Le rapport Lambert Boulard est sans doute l'un des rapports les plus aboutis sur la question de la simplification. Parce qu'il propose une vraie méthode, apporte une réflexion nécessaire sur les principes constitutionnels permettant de conduire à une réforme profonde dans la production et l'interprétation des textes législatifs et réglementaires, celui-ci mériterait que le Gouvernement le traduise rapidement en actes concrets. Cependant, les lacunes demeurent importantes et significativement quant aux effets concrets attendus en termes de « choc de compétitivité juridique » et d'économie des deniers publics :

- Si l'idée d'un rescrit norme est une bonne idée, comme le développement de codes de bonnes pratiques non contraignantes, il n'est pas sûr que la multiplication des contentieux ne vienne remplacer les efforts réalisés en termes de clareté et d'interprétation facilitatrice des normes.
- Par ailleurs, l'aspect impact de la législation tant ex ante qu'ex post, indépendante et contradictoire n'est pas évoqué en profondeur, et des frictions peuvent intervenir par rapport aux efforts de réorganisation centraux (MAP) et locaux (Acte III de la décentralisation) impulsés par le gouvernement.
- Enfin rien n'est dit du corolaire indispensable qui devrait être la transparence dans la publicité des normes et des décisions d'application et significativement au niveau local. Rien n'est dit du développement d'un portail « légilocal » qui permettrait de faire le pendant du site légifrance sur le plan national, et de rendre plus transparente l'information et la production normative dans les territoires.

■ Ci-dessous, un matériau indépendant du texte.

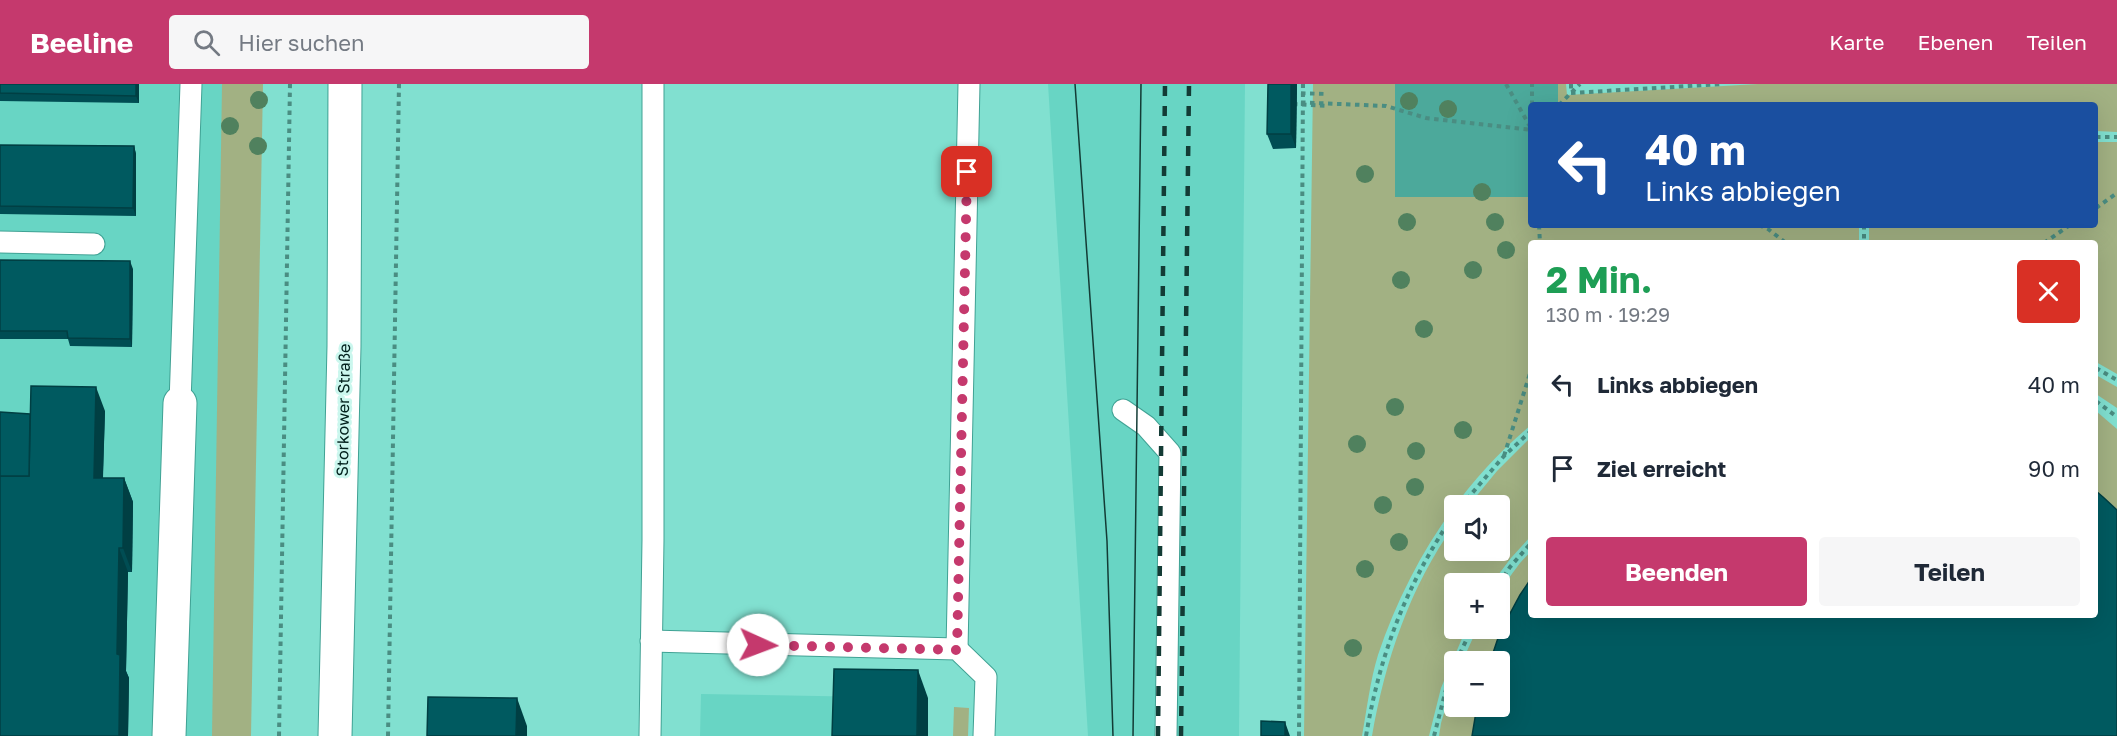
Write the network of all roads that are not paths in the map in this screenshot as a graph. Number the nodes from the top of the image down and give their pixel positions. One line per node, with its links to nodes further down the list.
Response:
1 (190, 84): 7 (lane)
2 (345, 84): 12 (main road, Storkower Straße)
3 (653, 84): 9 (lane)
4 (969, 84): 10 (lane)
5 (0, 242): 6 (lane)
6 (94, 244)
7 (180, 403): 11 (main road)
8 (1123, 410): 15 (lane)
9 (651, 641): 10 (lane); 13 (lane)
10 (957, 650): 14 (lane)
11 (169, 736)
12 (335, 736)
13 (650, 736)
14 (984, 736)
15 (1166, 736)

Il est temps que des objectifs clairs et chiffrés soient mis en place afin de réduire le stock normatif, améliorer sa qualité et dégager des économies pour les administrations elles-mêmes (ministères entre eux/ ministères/collectivités locales), pour les entreprises et les citoyens. Encore faudrait-il que les moratoires normatifs théoriquement en vigueur (en direction des collectivités locales) soient respectés, mais aussi qu'un principe vérifiable et transparent de One In/One Out, soit effectivement mis en application afin, surtout, de ne pas faire croître le stock de normes actuel.

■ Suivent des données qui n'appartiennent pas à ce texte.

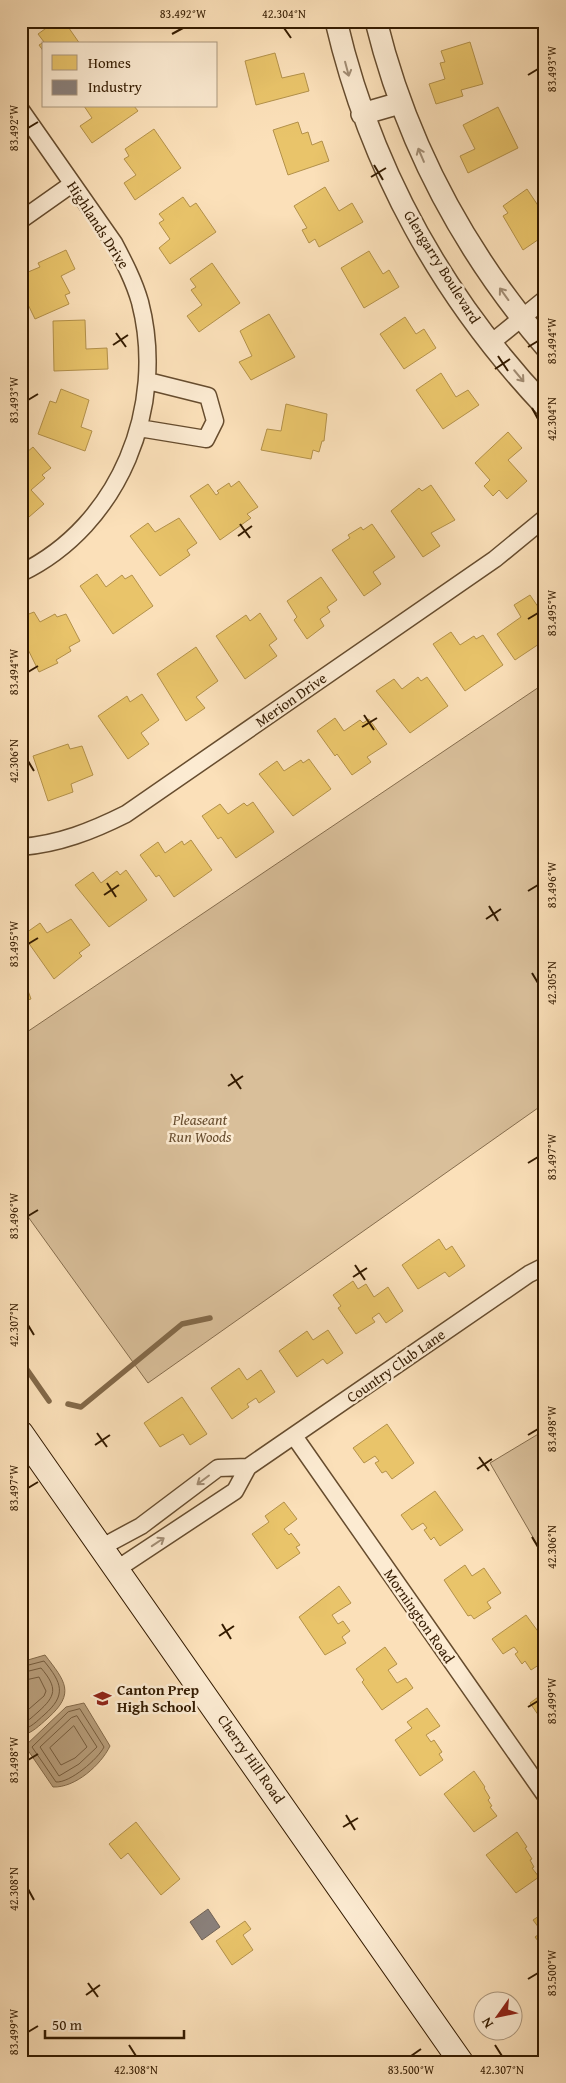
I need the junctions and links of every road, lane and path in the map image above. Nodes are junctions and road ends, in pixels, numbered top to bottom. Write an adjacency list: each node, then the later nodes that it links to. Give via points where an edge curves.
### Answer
1 (336, 21): 5 (street, Glengarry Boulevard, one-way to 5)
2 (376, 21): 3 (street)
3 (400, 103): 5 (street); 9 (street, one-way to 3, via 451,214)
4 (21, 110): 6 (street, Highlands Drive)
5 (362, 114): 10 (street, Glengarry Boulevard, via 417,234)
6 (72, 184): 7 (street); 12 (street, Highlands Drive, via 114,243 133,282 145,330)
7 (21, 220)
8 (545, 299): 9 (street)
9 (521, 318): 10 (street); 11 (street)
10 (491, 343): 13 (street, Glengarry Boulevard, one-way to 13)
11 (545, 346)
12 (148, 381): 14 (street, Highlands Drive); 14 (street, via 208,396 215,421 206,439)
13 (545, 406)
14 (139, 428): 16 (street, Highlands Drive, via 123,470 99,509 65,545)
15 (545, 518): 17 (street, Merion Drive, via 495,559 126,814 95,830 61,841)
16 (21, 573)
17 (21, 846)
18 (545, 1266): 20 (street, Country Club Lane)
19 (21, 1433): 22 (main road, Cherry Hill Road)
20 (294, 1436): 21 (street, Country Club Lane); 24 (street, Mornington Road)
21 (248, 1467): 22 (street, one-way to 22, via 218,1468 141,1526); 23 (street, Country Club Lane, one-way to 21, via 235,1491)
22 (102, 1547): 23 (main road, Cherry Hill Road)
23 (117, 1569): 25 (main road, Cherry Hill Road)
24 (545, 1795)
25 (461, 2062)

Mais ne nous leurrons pas, la simplification normative est d'abord un travail de Sisyphe qui suppose de veiller sans cesse sur l'existant et de contrôler la production présente et future. L'impact ne peut être de plus de 1 voire 2 milliards d'euros par an au plus. La manœuvre est d'autant plus compliquée que : Transparence, évaluation contradictoire, mise au pas des centres de suproduction normative (Ministère de l'écologie, Fédérations sportives, règles d'Ubranisme), et réduction des contrôles devront être mis en place conjointement avec les nouveaux principes constitutionnels qui devront les sous-tendre. Au risque que l'inflation normative reste ce qu'elle a trop longtemps été jusqu'à présent, un vrai serpent de mer.

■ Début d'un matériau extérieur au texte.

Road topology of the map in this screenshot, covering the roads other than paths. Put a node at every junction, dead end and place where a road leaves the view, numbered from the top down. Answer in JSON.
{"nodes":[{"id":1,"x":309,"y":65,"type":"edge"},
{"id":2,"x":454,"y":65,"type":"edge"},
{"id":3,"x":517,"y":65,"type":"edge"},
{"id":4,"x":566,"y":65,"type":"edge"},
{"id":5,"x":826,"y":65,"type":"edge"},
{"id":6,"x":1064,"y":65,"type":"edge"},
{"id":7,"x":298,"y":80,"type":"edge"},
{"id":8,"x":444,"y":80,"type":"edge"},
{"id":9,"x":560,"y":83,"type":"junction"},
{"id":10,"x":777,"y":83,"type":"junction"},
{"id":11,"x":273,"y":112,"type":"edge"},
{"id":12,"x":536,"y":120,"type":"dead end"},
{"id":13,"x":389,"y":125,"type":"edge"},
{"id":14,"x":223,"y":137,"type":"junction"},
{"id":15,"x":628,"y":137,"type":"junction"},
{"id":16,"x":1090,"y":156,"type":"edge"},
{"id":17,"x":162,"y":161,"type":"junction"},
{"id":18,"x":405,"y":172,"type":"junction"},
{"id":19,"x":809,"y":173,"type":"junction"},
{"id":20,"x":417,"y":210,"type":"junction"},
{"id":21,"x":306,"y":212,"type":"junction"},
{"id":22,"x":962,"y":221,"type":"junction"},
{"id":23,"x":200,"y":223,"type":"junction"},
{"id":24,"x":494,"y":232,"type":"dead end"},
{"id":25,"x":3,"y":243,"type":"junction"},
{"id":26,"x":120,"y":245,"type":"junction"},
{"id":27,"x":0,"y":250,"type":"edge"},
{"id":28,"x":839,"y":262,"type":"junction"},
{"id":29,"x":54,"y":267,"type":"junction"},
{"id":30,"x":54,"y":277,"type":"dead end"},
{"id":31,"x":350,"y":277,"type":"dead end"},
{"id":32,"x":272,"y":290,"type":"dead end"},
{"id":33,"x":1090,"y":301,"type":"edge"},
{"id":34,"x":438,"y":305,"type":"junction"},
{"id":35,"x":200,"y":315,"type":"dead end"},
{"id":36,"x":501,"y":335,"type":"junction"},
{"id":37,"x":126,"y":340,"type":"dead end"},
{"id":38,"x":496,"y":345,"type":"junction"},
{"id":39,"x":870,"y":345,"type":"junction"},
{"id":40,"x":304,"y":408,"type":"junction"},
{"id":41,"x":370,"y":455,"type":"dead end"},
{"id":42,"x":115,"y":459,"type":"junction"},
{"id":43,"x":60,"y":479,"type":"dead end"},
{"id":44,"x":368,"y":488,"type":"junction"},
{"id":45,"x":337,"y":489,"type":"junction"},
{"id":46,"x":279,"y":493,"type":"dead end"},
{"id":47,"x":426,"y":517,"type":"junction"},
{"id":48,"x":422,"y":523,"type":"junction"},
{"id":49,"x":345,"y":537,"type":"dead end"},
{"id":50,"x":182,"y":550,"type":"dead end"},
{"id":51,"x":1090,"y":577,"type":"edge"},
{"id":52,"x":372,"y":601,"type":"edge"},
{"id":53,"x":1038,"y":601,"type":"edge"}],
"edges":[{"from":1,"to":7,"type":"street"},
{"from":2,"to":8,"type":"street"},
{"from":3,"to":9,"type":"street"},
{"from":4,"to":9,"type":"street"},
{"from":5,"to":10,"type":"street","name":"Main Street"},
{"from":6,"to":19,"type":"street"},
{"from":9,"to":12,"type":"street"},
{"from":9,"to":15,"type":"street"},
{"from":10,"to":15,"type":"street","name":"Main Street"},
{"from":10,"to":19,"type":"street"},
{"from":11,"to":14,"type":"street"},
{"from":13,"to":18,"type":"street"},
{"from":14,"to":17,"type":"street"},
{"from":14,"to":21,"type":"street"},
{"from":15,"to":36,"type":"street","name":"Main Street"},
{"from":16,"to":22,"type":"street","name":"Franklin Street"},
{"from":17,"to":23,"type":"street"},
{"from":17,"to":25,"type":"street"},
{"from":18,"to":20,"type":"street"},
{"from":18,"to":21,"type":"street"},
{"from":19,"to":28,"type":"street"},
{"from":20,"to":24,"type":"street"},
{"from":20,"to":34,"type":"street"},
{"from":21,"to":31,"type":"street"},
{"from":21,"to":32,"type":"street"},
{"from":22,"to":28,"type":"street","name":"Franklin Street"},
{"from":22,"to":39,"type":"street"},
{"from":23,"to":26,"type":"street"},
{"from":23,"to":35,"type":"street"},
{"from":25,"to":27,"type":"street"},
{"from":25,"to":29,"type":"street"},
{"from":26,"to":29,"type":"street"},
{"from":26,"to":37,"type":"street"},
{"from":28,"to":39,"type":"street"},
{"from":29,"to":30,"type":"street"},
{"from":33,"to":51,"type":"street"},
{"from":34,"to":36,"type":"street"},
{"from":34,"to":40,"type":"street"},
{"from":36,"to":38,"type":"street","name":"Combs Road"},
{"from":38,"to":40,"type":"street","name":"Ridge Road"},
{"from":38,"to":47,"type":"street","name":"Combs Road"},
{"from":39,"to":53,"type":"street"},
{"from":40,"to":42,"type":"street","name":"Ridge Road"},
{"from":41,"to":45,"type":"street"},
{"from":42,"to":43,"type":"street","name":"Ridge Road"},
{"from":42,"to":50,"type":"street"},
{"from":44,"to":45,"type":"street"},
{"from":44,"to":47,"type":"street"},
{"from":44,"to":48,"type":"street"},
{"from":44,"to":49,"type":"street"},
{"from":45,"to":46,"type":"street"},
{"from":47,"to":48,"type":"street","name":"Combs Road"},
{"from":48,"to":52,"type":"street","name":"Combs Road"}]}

[1] LAMBERT, A., BOULARD, J-Cl., rapport de la mission de lutte contre l'inflation normative, 26 mars 2013, p.76, citant, ATTALI, J., Rapport de la Commission pour la libération de la croissance française, 2008, p.182. Mais aussi les documents issues des Assises de la Simplification, lancée en 2011, http://www.dgcis.redressement-produ…

[2] Désormais publiée par le Premier ministre le 2 avril 2013, voir http://www.gouvernement.fr/sites/de…

[3] Proposition de loi n°119 portant création d'une Haute autorité chargée du contrôle et de la régulation des normes applicables aux collectivités locales. 12 novembre 2012.